Luís Fonseca adiantou que a viagem de Carlos Moura está a ser preparada, estando previsto que chegue a Bissau antes das eleições presidenciais previstas para 19 de Junho.
O objectivo da colocação em Bissau de um representante permanente da CPLP é, segundo o responsável, ajudar as autoridades guineenses no processo de normalização democrática do país.
A Guiné-Bissau está a atravessar uma nova crise desde domingo, quando o ex-chefe de Estado Kumba Ialá se auto-proclamou presidente da República.
O secretário-executivo da comunidade lusófona precisou que o mandato do representante permanente será de um ano, com possibilidade de ser prorrogado.
"Pensamos que um ano será suficiente para que o representante cumpra a sua missão" de ajudar as autoridades guineenses, afirmou Luís Fonseca, referindo, no entanto, que, caso seja necessário, o mandato pode ser prorrogado.

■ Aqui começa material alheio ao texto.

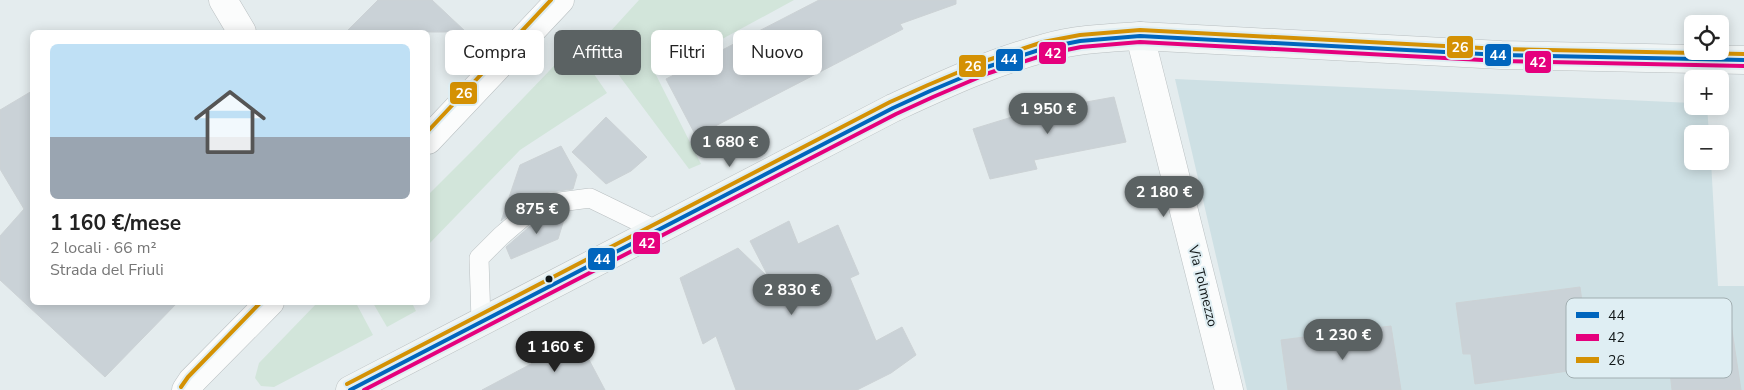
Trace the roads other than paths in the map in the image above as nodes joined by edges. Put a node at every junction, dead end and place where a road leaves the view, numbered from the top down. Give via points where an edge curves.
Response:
1 (223, 0) edge
2 (560, 0) edge
3 (241, 30) edge
4 (1140, 36) junction
5 (1744, 60) edge
6 (430, 138) edge
7 (658, 231) junction
8 (267, 305) edge
9 (481, 321) junction
10 (187, 387) edge
11 (350, 390) edge
12 (1229, 390) edge

1 - 3 street
2 - 6 street
4 - 5 main road via 1491,55
4 - 7 main road via 1047,47 951,80
4 - 12 street, Via Tolmezzo
7 - 9 main road
7 - 9 lane via 590,198 537,206 479,258
8 - 10 street
9 - 11 main road

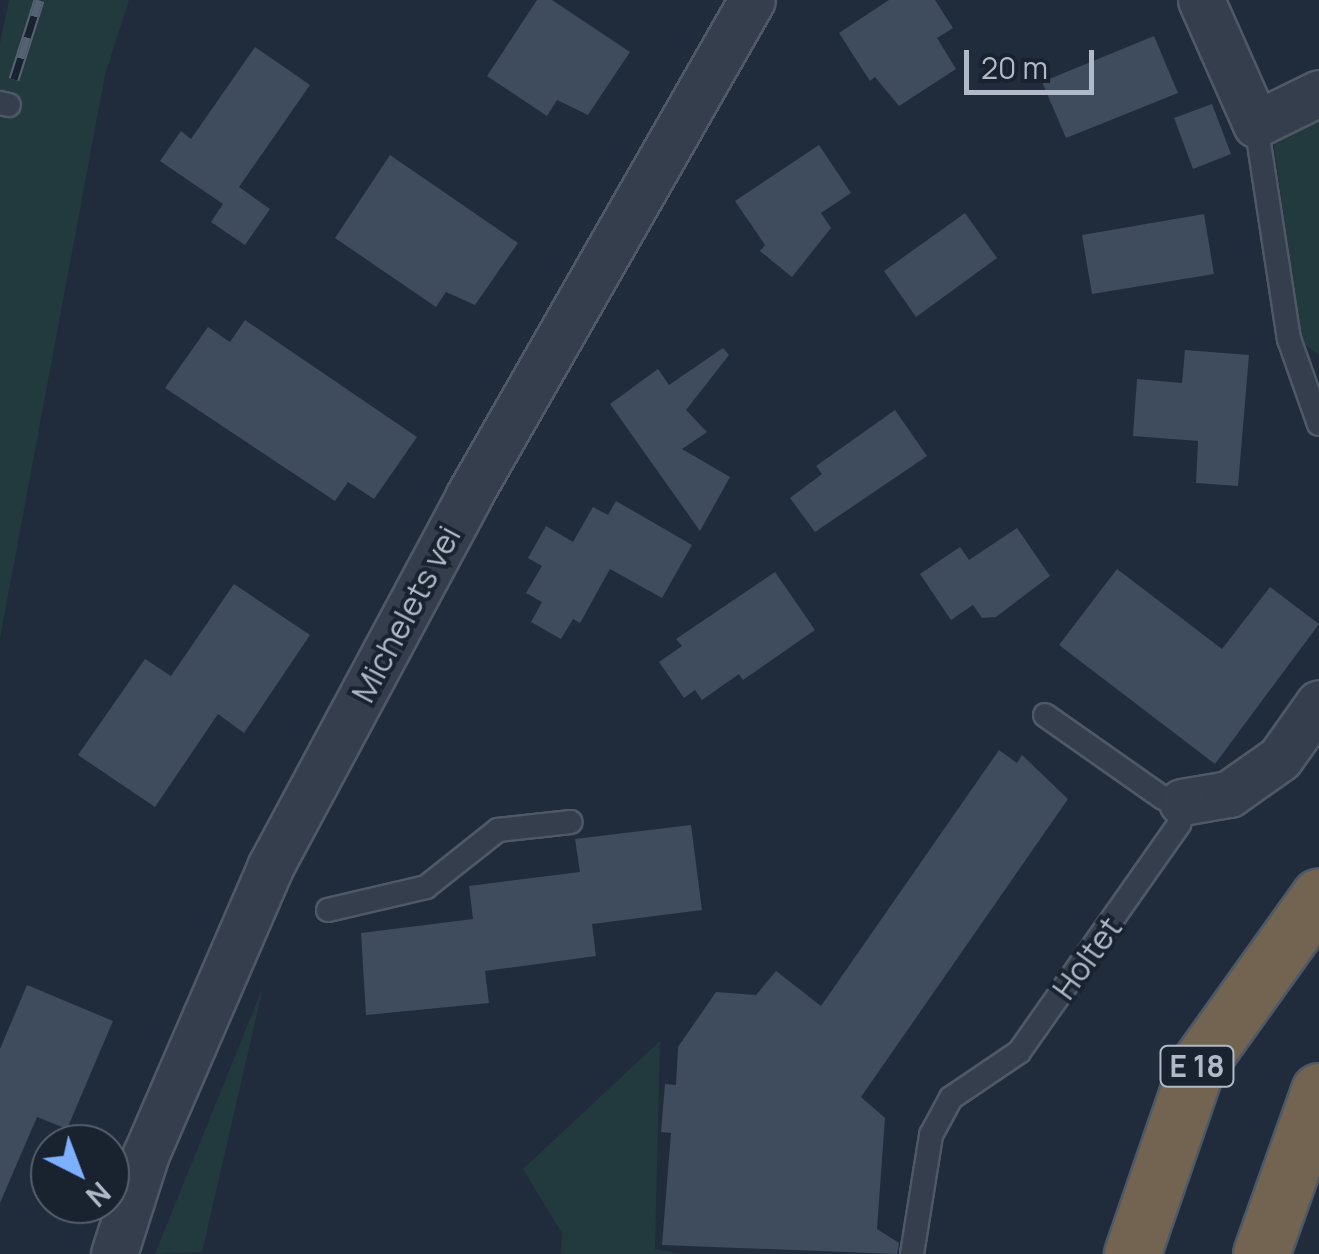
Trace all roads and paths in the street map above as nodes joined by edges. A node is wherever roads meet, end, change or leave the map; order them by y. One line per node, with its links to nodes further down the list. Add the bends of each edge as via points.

Carlos Alves Moura tem 65 anos, é licenciado em Direito e ocupa actualmente o cargo de secretário-executivo da Comissão Brasileira Justiça e Paz, organismo da Conferência Nacional dos Bispos do Brasil.
Foi fundador e director da Casa de África no Brasil e participou em vários debates no âmbito da CPLP.
Representante do Brasil em negociações para a criação da organização, Carlos Moura participou, nomeadamente, na primeira reunião de Chefes de Estado e de Governo dos Países de Língua Portuguesa, em 1989, altura em que foi criado o Instituto Internacional de Língua Portuguesa, em São Luís do Maranhão, Brasil.
Entre 1990 e 1995 foi director do Centro de Estudos Brasileiros da Embaixada do Brasil na Cidade da Praia, Cabo Verde.
O diplomata brasileiro foi ainda fundador do Instituto de Cultura dos Povos Negros, com sede no Burkina Faso.